Required action: Return every entry in full, with no alterations.

Study material:
-------------------------
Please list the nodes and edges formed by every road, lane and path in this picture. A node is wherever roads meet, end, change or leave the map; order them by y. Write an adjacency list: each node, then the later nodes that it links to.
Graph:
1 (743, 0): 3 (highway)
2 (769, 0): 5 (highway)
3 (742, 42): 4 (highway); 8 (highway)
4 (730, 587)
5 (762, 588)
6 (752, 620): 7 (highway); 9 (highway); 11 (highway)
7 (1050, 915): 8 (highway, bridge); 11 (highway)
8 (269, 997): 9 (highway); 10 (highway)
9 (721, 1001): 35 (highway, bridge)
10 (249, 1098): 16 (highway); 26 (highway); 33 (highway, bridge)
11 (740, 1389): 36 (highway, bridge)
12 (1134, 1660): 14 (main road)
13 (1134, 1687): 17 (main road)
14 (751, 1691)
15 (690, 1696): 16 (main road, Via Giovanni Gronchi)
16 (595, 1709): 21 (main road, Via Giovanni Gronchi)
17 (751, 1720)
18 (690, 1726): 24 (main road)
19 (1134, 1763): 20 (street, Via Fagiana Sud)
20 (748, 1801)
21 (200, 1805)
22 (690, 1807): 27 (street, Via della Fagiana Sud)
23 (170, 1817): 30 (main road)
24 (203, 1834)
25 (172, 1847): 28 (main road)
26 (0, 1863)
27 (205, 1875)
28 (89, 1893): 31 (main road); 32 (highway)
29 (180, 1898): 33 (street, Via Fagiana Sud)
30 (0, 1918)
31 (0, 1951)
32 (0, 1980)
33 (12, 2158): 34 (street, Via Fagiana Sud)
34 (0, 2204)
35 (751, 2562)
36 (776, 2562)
-------------------------
Solution:
Please list the nodes and edges formed by every road, lane and path in this picture. A node is wherever roads meet, end, change or leave the map; order them by y. Write an adjacency list: each node, then the later nodes that it links to.
Graph:
1 (743, 0): 3 (highway)
2 (769, 0): 5 (highway)
3 (742, 42): 4 (highway); 8 (highway)
4 (730, 587)
5 (762, 588)
6 (752, 620): 7 (highway); 9 (highway); 11 (highway)
7 (1050, 915): 8 (highway, bridge); 11 (highway)
8 (269, 997): 9 (highway); 10 (highway)
9 (721, 1001): 35 (highway, bridge)
10 (249, 1098): 16 (highway); 26 (highway); 33 (highway, bridge)
11 (740, 1389): 36 (highway, bridge)
12 (1134, 1660): 14 (main road)
13 (1134, 1687): 17 (main road)
14 (751, 1691)
15 (690, 1696): 16 (main road, Via Giovanni Gronchi)
16 (595, 1709): 21 (main road, Via Giovanni Gronchi)
17 (751, 1720)
18 (690, 1726): 24 (main road)
19 (1134, 1763): 20 (street, Via Fagiana Sud)
20 (748, 1801)
21 (200, 1805)
22 (690, 1807): 27 (street, Via della Fagiana Sud)
23 (170, 1817): 30 (main road)
24 (203, 1834)
25 (172, 1847): 28 (main road)
26 (0, 1863)
27 (205, 1875)
28 (89, 1893): 31 (main road); 32 (highway)
29 (180, 1898): 33 (street, Via Fagiana Sud)
30 (0, 1918)
31 (0, 1951)
32 (0, 1980)
33 (12, 2158): 34 (street, Via Fagiana Sud)
34 (0, 2204)
35 (751, 2562)
36 (776, 2562)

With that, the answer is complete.